WHAT NEEDS TO BE DONE: Reproduce the entire listing below verbatim.

EXTRACTED MATERIAL:
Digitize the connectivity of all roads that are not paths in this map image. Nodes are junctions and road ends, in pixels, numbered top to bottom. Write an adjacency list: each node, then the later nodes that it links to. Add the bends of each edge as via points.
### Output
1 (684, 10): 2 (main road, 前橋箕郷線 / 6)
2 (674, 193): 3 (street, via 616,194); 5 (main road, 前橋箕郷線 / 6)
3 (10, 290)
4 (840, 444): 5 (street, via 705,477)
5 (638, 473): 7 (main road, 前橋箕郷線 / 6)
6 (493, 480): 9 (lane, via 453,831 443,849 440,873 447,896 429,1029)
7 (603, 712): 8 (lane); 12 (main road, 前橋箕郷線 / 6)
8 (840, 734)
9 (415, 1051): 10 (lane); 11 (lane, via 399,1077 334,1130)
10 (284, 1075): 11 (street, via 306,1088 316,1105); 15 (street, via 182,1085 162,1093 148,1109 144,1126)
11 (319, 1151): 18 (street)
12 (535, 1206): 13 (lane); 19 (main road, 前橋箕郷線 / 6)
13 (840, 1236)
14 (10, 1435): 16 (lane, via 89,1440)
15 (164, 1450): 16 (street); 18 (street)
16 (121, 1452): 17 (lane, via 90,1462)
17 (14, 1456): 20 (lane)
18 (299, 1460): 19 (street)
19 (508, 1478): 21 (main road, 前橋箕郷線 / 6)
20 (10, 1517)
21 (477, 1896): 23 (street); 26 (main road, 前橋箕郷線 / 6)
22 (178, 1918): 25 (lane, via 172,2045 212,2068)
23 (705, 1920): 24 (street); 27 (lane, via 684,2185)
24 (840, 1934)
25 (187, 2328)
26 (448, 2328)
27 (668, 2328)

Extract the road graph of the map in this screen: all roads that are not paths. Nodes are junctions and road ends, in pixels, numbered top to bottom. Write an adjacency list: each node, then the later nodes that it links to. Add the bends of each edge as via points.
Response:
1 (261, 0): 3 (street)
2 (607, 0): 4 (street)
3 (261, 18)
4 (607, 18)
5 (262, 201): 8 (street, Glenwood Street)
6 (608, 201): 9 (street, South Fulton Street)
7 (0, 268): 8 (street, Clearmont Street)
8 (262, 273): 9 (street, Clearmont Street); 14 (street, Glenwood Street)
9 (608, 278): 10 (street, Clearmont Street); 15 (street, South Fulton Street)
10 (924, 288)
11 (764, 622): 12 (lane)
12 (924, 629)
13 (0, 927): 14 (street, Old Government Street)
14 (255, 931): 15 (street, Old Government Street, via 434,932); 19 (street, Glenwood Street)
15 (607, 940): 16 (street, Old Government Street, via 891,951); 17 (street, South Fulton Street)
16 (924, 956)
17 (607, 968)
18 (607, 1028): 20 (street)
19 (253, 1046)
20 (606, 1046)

ANSWER TO THIS TASK:
Digitize the connectivity of all roads that are not paths in this map image. Nodes are junctions and road ends, in pixels, numbered top to bottom. Write an adjacency list: each node, then the later nodes that it links to. Add the bends of each edge as via points.
### Output
1 (684, 10): 2 (main road, 前橋箕郷線 / 6)
2 (674, 193): 3 (street, via 616,194); 5 (main road, 前橋箕郷線 / 6)
3 (10, 290)
4 (840, 444): 5 (street, via 705,477)
5 (638, 473): 7 (main road, 前橋箕郷線 / 6)
6 (493, 480): 9 (lane, via 453,831 443,849 440,873 447,896 429,1029)
7 (603, 712): 8 (lane); 12 (main road, 前橋箕郷線 / 6)
8 (840, 734)
9 (415, 1051): 10 (lane); 11 (lane, via 399,1077 334,1130)
10 (284, 1075): 11 (street, via 306,1088 316,1105); 15 (street, via 182,1085 162,1093 148,1109 144,1126)
11 (319, 1151): 18 (street)
12 (535, 1206): 13 (lane); 19 (main road, 前橋箕郷線 / 6)
13 (840, 1236)
14 (10, 1435): 16 (lane, via 89,1440)
15 (164, 1450): 16 (street); 18 (street)
16 (121, 1452): 17 (lane, via 90,1462)
17 (14, 1456): 20 (lane)
18 (299, 1460): 19 (street)
19 (508, 1478): 21 (main road, 前橋箕郷線 / 6)
20 (10, 1517)
21 (477, 1896): 23 (street); 26 (main road, 前橋箕郷線 / 6)
22 (178, 1918): 25 (lane, via 172,2045 212,2068)
23 (705, 1920): 24 (street); 27 (lane, via 684,2185)
24 (840, 1934)
25 (187, 2328)
26 (448, 2328)
27 (668, 2328)

Extract the road graph of the map in this screen: all roads that are not paths. Nodes are junctions and road ends, in pixels, numbered top to bottom. Write an adjacency list: each node, then the later nodes that it links to. Add the bends of each edge as via points.
Response:
1 (261, 0): 3 (street)
2 (607, 0): 4 (street)
3 (261, 18)
4 (607, 18)
5 (262, 201): 8 (street, Glenwood Street)
6 (608, 201): 9 (street, South Fulton Street)
7 (0, 268): 8 (street, Clearmont Street)
8 (262, 273): 9 (street, Clearmont Street); 14 (street, Glenwood Street)
9 (608, 278): 10 (street, Clearmont Street); 15 (street, South Fulton Street)
10 (924, 288)
11 (764, 622): 12 (lane)
12 (924, 629)
13 (0, 927): 14 (street, Old Government Street)
14 (255, 931): 15 (street, Old Government Street, via 434,932); 19 (street, Glenwood Street)
15 (607, 940): 16 (street, Old Government Street, via 891,951); 17 (street, South Fulton Street)
16 (924, 956)
17 (607, 968)
18 (607, 1028): 20 (street)
19 (253, 1046)
20 (606, 1046)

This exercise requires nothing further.